Tantangan berikutnya, suka tidak suka, Indonesia harus siap memasuki era industri 4.0. Hal ini tidak hanya membutuhkan kesiapan tenaga kerja terampil, akan tetapi juga harus adaptif dan mampu menguasai tehnologi secara masif. Persoalannya, kendati sudah ada kebijakan afirmatif anggaran pendidikan 20 persen, faktanya, hampir 60 persen tenaga kerja Indonesia berpendidikan sekolah menengah pertama (SMP) ke bawah. Jika masalah struktural ini tidak segera dicari jalan keluarnya, bisa menjadi ancaman nyata bagi produktivitas dan daya saing Indonesia. Kondisi ini sudah terlihat nyata dengan tekanan defisit neraca perdagangan yang kian besar.
Terobosan
Pemerintah mencoba melakukan terobosan dengan melibatkan dunia usaha melalui kebijakan insentif pajak jumbo (super deductible tax). Pemerintah memperluas indikator untuk memperoleh insentif pajak (deduction). Peraturan Pemerintah (PP) Nomor 45 Tahun 2019 menyebutkan, Pemerintah akan memberi insentif bagi pelaku usaha yang melakukan riset, inovasi, dan vokasi melalui pengurangan Penghasilan Kena Pajak (PKP). Biaya yang dikeluarkan untuk dukungan kegiatan itu akan dikonversi dengan penurunan PKP yang dapat mengurangi Pajak Penghasilan (PPh).

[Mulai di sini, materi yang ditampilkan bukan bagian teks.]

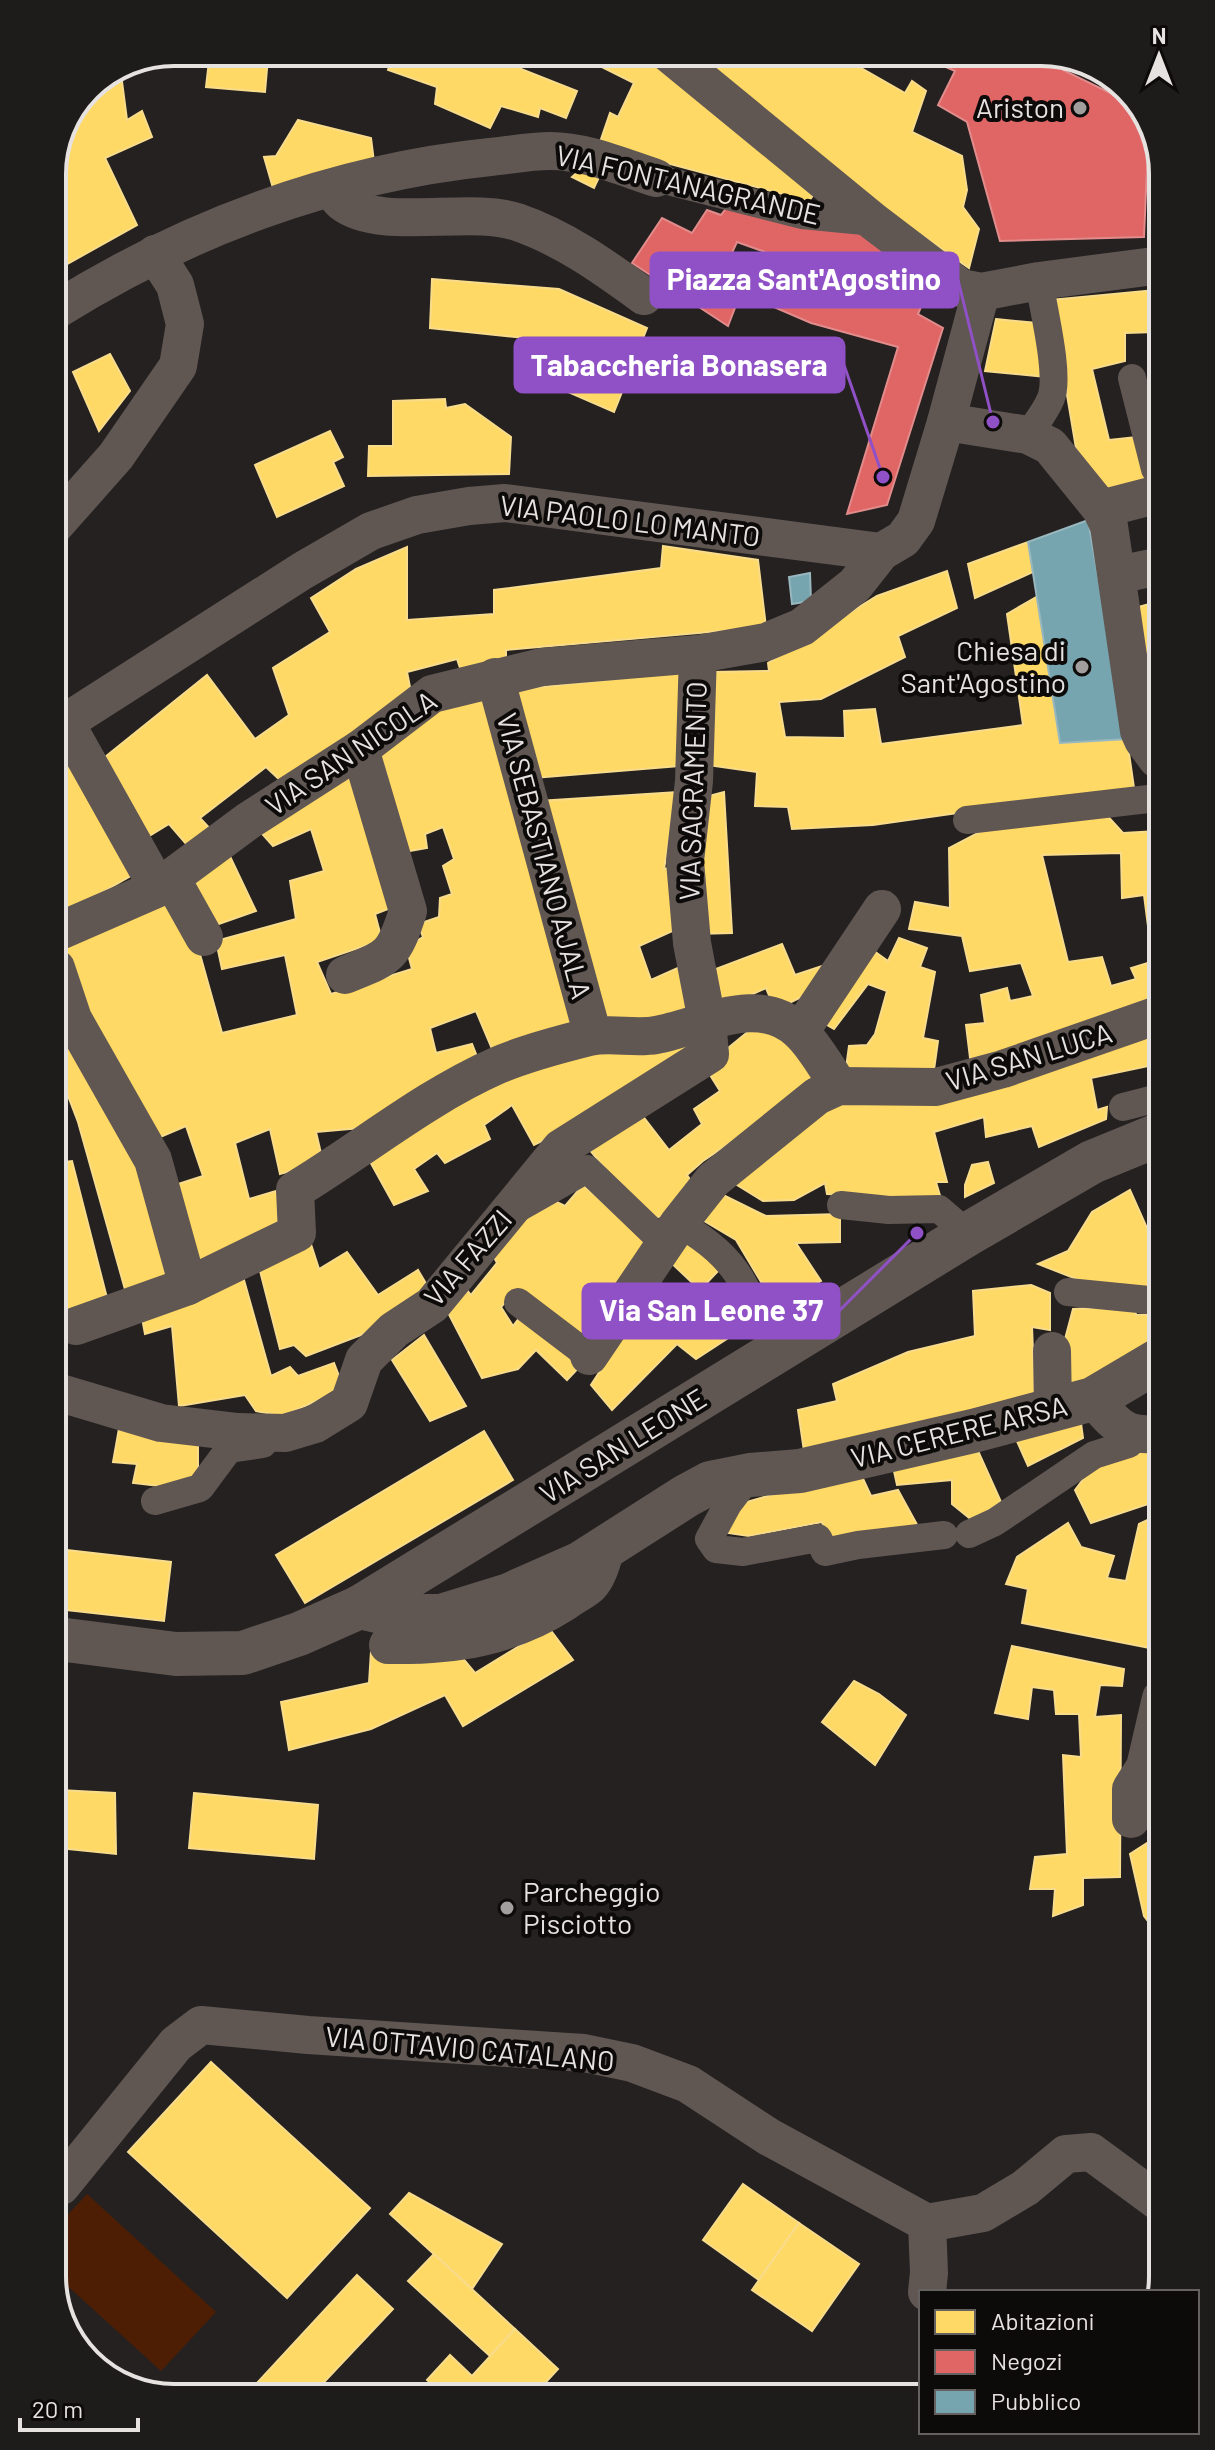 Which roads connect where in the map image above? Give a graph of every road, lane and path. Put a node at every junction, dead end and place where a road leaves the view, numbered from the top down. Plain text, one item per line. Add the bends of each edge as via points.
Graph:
1 (684, 66) edge
2 (656, 178) joint
3 (331, 188) junction
4 (874, 222) junction
5 (155, 254) junction
6 (1149, 267) edge
7 (1039, 281) junction
8 (981, 292) junction
9 (644, 296) dead end
10 (66, 304) edge
11 (1132, 378) dead end
12 (946, 422) junction
13 (1028, 435) junction
14 (1149, 445) edge
15 (1149, 497) edge
16 (1101, 509) junction
17 (66, 512) edge
18 (881, 552) junction
19 (1149, 568) edge
20 (1117, 575) junction
21 (698, 654) junction
22 (495, 677) junction
23 (66, 722) edge
24 (66, 735) edge
25 (1149, 740) edge
26 (360, 749) junction
27 (1144, 799) edge
28 (967, 820) dead end
29 (160, 875) junction
30 (882, 909) dead end
31 (66, 928) edge
32 (204, 937) dead end
33 (345, 975) dead end
34 (66, 998) edge
35 (1149, 1018) edge
36 (707, 1021) junction
37 (800, 1032) junction
38 (593, 1036) junction
39 (839, 1086) junction
40 (1149, 1100) edge
41 (1123, 1107) dead end
42 (1149, 1139) edge
43 (841, 1205) dead end
44 (506, 1215) junction
45 (672, 1234) junction
46 (968, 1234) junction
47 (188, 1286) junction
48 (745, 1287) dead end
49 (1068, 1292) dead end
50 (1149, 1300) edge
51 (518, 1302) dead end
52 (76, 1326) dead end
53 (1052, 1351) dead end
54 (589, 1356) joint
55 (1149, 1365) edge
56 (66, 1395) edge
57 (1073, 1404) junction
58 (285, 1433) junction
59 (1144, 1433) edge
60 (750, 1475) junction
61 (155, 1501) dead end
62 (607, 1545) junction
63 (360, 1607) junction
64 (66, 1640) edge
65 (388, 1645) dead end
66 (1149, 1750) edge
67 (1131, 1819) dead end
68 (66, 2180) edge
69 (1149, 2195) edge
70 (927, 2223) junction
71 (927, 2290) edge

1 - 4 street
2 - 3 street, VIA FONTANAGRANDE via 587,156 551,151 397,170
2 - 4 street, VIA FONTANAGRANDE via 802,215
3 - 5 street, VIA FONTANAGRANDE via 284,201
3 - 9 street via 341,202 364,212 514,221 595,261
4 - 8 street via 961,288
5 - 10 street, VIA FONTANAGRANDE
5 - 17 street via 175,285 185,324 178,366 116,456
6 - 7 street
7 - 8 street
7 - 13 street via 1054,377 1052,395
8 - 12 street, VIA SAN NICOLA
11 - 14 street
12 - 13 street
12 - 18 street, VIA SAN NICOLA via 916,521 903,539
13 - 16 street via 1050,446
15 - 16 street
16 - 20 street
18 - 21 street, VIA SAN NICOLA via 855,585 802,627 766,642
18 - 23 street, VIA PAOLO LO MANTO via 505,503 417,515 371,531 316,563
19 - 20 street
20 - 25 street
21 - 22 street, VIA SAN NICOLA via 542,667
21 - 36 street, VIA SACRAMENTO via 685,861 692,943
22 - 26 street, VIA SAN NICOLA via 432,694
22 - 38 street, VIA SEBASTIANO AJALA
24 - 29 street
26 - 29 street, VIA SAN NICOLA
26 - 33 street via 408,911 386,958
27 - 28 street
29 - 31 street, VIA SAN NICOLA via 156,889
29 - 32 street
30 - 37 street
34 - 47 street via 153,1160
35 - 39 street, VIA SAN LUCA via 936,1087
36 - 37 street via 759,1013
36 - 38 street via 654,1036
36 - 44 street, VIA FAZZI via 710,1054 561,1148
37 - 39 street
38 - 47 street via 498,1065 393,1124 295,1190 297,1233
39 - 45 street via 817,1096 713,1180
40 - 41 street
42 - 46 street, VIA SAN LEONE via 1092,1162
43 - 46 street via 939,1209
44 - 45 street via 587,1169
44 - 58 street, VIA FAZZI via 432,1305 394,1330 364,1360 349,1403 315,1424
45 - 48 street via 711,1244
45 - 54 street
46 - 63 street, VIA SAN LEONE
47 - 52 street
49 - 50 street
51 - 54 street
53 - 57 street
55 - 57 street, VIA CERERE ARSA
56 - 58 street, VIA FAZZI via 161,1423
57 - 59 street
57 - 60 street, VIA CERERE ARSA via 800,1471
58 - 61 street via 267,1444 229,1449 200,1488
59 - 60 street via 1129,1444 1094,1455 995,1522 957,1534 825,1552 818,1538 743,1552 716,1549 709,1539
60 - 62 street, VIA CERERE ARSA via 710,1483
62 - 63 street, VIA CERERE ARSA via 581,1563 509,1595 441,1616 399,1616
62 - 65 street via 592,1584 515,1628 469,1642
63 - 64 street, VIA SAN LEONE via 243,1653 176,1654
66 - 67 street via 1131,1789
68 - 70 street, VIA OTTAVIO CATALANO via 176,2044 201,2025 584,2053 632,2063 688,2084 769,2137
69 - 70 street via 1091,2152 1066,2154 983,2213
70 - 71 street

Pertama, Pemerintah akan mengurangi PKP hingga 200 persen bagi pelaku usaha dan industri yang melaksanakan kegiatan vokasi, investasi di bidang pendidikan, dan pelatihan kerja. Alternatif pelatihan sangat beragam, dapat diarahkan untuk eksternal perusahaan. Misalnya, bagi calon pekerja mulai program pelatihan, pemagangan, hingga sertifikasi kompetensi. Obyek kegiatan vokasi juga bisa untuk internal, yaitu meningkatkan keterampilan, keahlian, dan kompetensi pekerja. Jika obyeknya internal, tentu harus memenuhi indikator dampak berganda terhadap perekonomian, tidak hanya untuk kepentingan internal perusahaan. Misalnya, berdampak pada peningkatan produktivitas dan daya saing sehingga terjadi peningkatan kesempatan kerja dan nilai ekspor yang signifikan.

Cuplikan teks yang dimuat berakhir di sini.